Now just as private services must be bought if people want to obtain them, so public services must be bought if people want to receive them. To receive the latter, one must occupy a certain portion of land, for these services are only delivered to sites or locations and are sold to the occupants by landowners. The payment is called rent. Rent or the value of land, therefore, is based on public services and on nothing else. The landowners do not sell or rent land as such but only the public facilities that attach to land. If these facilities were obtained direct from the government, they would not be services but privileges or benefits. To constitute services they must be obtained by purchase through the democratic process of the market. The government officials cannot sell the public facilities, for they are not in the market. Why they cannot possibly be in the market I shall explain later.

The value of the public services is determined by the bargaining that takes place in the market between the landowners and the occupants of the sites. We observe that the landowner and the user of the site enter into a free contract, neither coercing or threatening the other. The tenant is free to refuse to pay the rent demanded, for not only does the landowner not coerce him, but the landowner has no monopoly of public services. The tenant can obtain them at other sites. And by the same token, the landowner is free to refuse the rent offered by the tenant. There is more than one tenant. This is democracy at its best. And so we see that rent is not an arbitrary payment like a tax but is fixed by the competition of the market. The tenant pays only what he believes the services are worth to him.

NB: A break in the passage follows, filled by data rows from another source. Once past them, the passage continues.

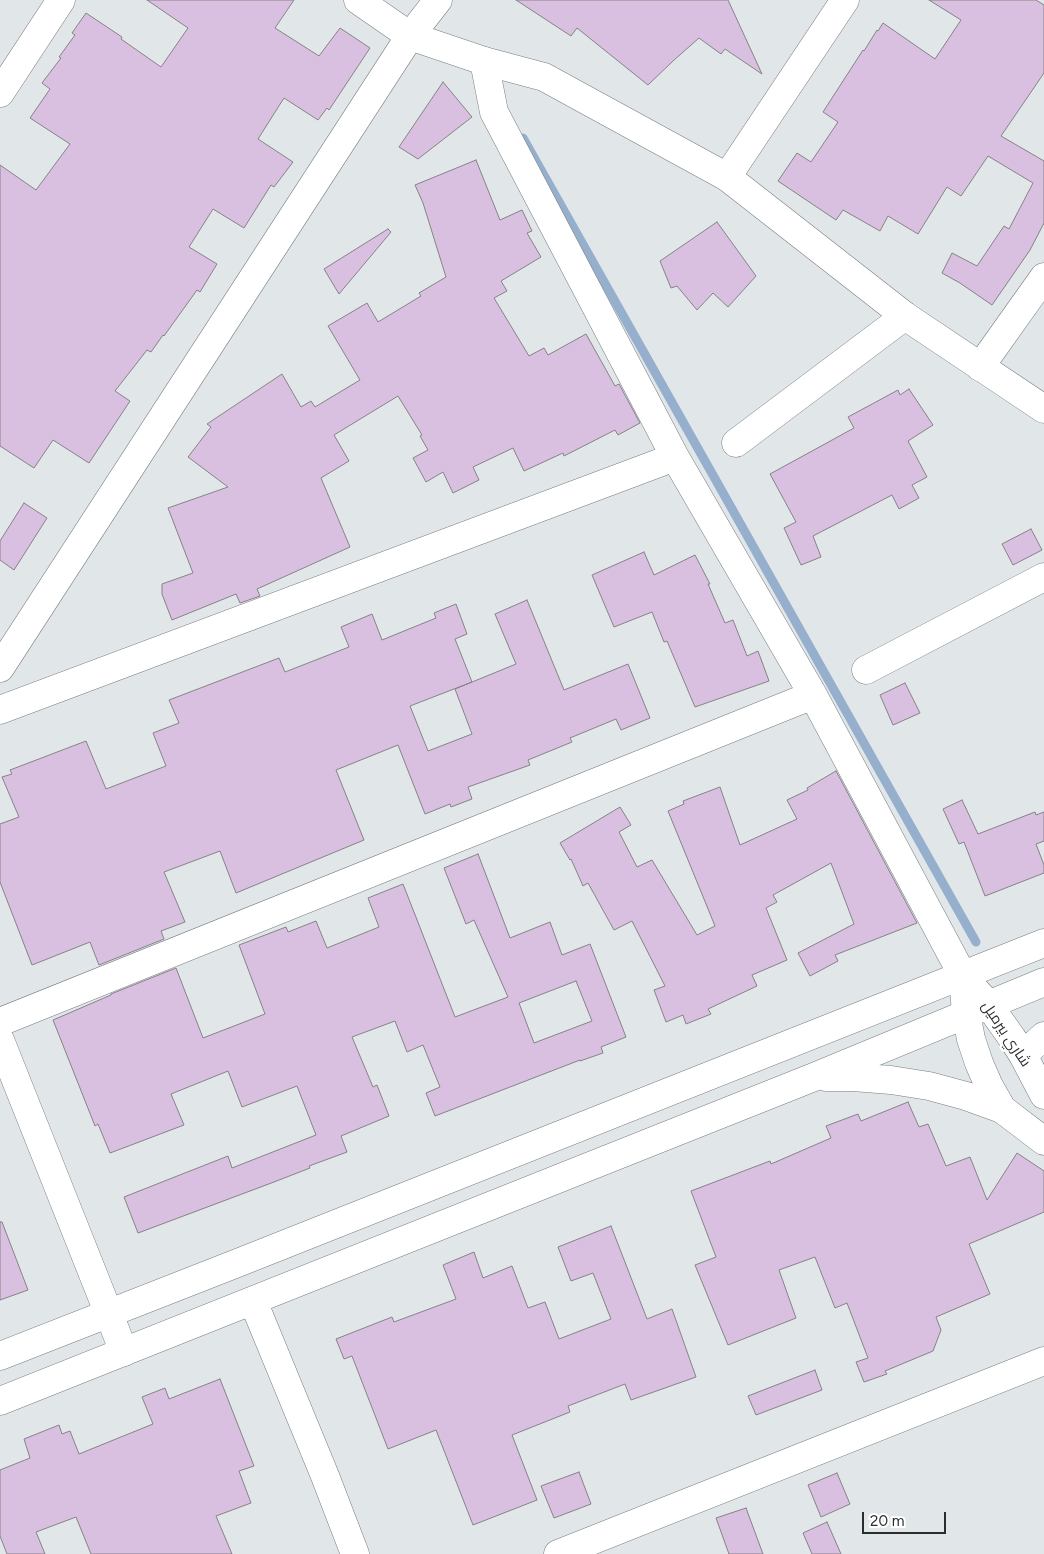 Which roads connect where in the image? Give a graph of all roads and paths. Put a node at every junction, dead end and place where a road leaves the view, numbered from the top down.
1 (61, 0) edge
2 (358, 0) edge
3 (438, 0) edge
4 (845, 0) edge
5 (410, 36) junction
6 (484, 61) junction
7 (0, 93) edge
8 (727, 177) junction
9 (1044, 277) edge
10 (905, 316) junction
11 (980, 366) junction
12 (1044, 409) edge
13 (736, 443) dead end
14 (675, 457) junction
15 (1044, 577) edge
16 (0, 668) edge
17 (866, 670) dead end
18 (813, 695) junction
19 (0, 710) edge
20 (1044, 943) edge
21 (963, 976) junction
22 (1044, 982) edge
23 (977, 1009) junction
24 (0, 1022) edge
25 (1044, 1036) edge
26 (0, 1040) edge
27 (1023, 1055) junction
28 (814, 1077) junction
29 (1044, 1095) edge
30 (1002, 1108) junction
31 (1044, 1141) edge
32 (253, 1300) junction
33 (108, 1313) junction
34 (124, 1352) junction
35 (0, 1356) edge
36 (1044, 1362) edge
37 (0, 1401) edge
38 (355, 1554) edge
39 (558, 1554) edge

1 - 7 street
2 - 5 street
3 - 5 street
4 - 8 street
5 - 6 street
5 - 16 street
6 - 8 street
6 - 14 street, شاري بيرميل
8 - 10 street
9 - 11 street
10 - 11 street
10 - 13 street
11 - 12 street
14 - 18 street, شاري بيرميل
14 - 19 street
15 - 17 street
18 - 21 street, شاري بيرميل
18 - 24 street
20 - 21 street
21 - 23 street, شاري بيرميل
21 - 33 street
22 - 23 street
23 - 27 street, شاري بيرميل
23 - 28 street
23 - 30 street
25 - 27 street
26 - 33 street
27 - 29 street, شاري بيرميل
28 - 30 street
28 - 32 street
30 - 31 street
32 - 34 street
32 - 38 street
33 - 34 street
33 - 35 street
34 - 37 street
36 - 39 street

The public servants comprise the production department of the public service business, while the landowners comprise the administrative and selling department. The former receive stipulated salaries and wages, but unlike the employees of a private business, they fix their own compensations and pay themselves out of the wealth they seize from the people through taxation. They do not receive them from the owners of the public capital by any exchange of services. The landowners, on the other hand, receive their compensation in the market by virtue of their service in selling the public services to site-users. This compensation constitutes the profits of the public service business which remain after all the costs, consisting of the wages of the public employees an^ the interest on the borrowed capital plus all other costs of depreciation and obsolescence, have been met. The net income or net rent left in the hands of the landowners when capitalized at the current rate of interest gives the capital value of land. This capital value of land is nothing else but the value of the public capital.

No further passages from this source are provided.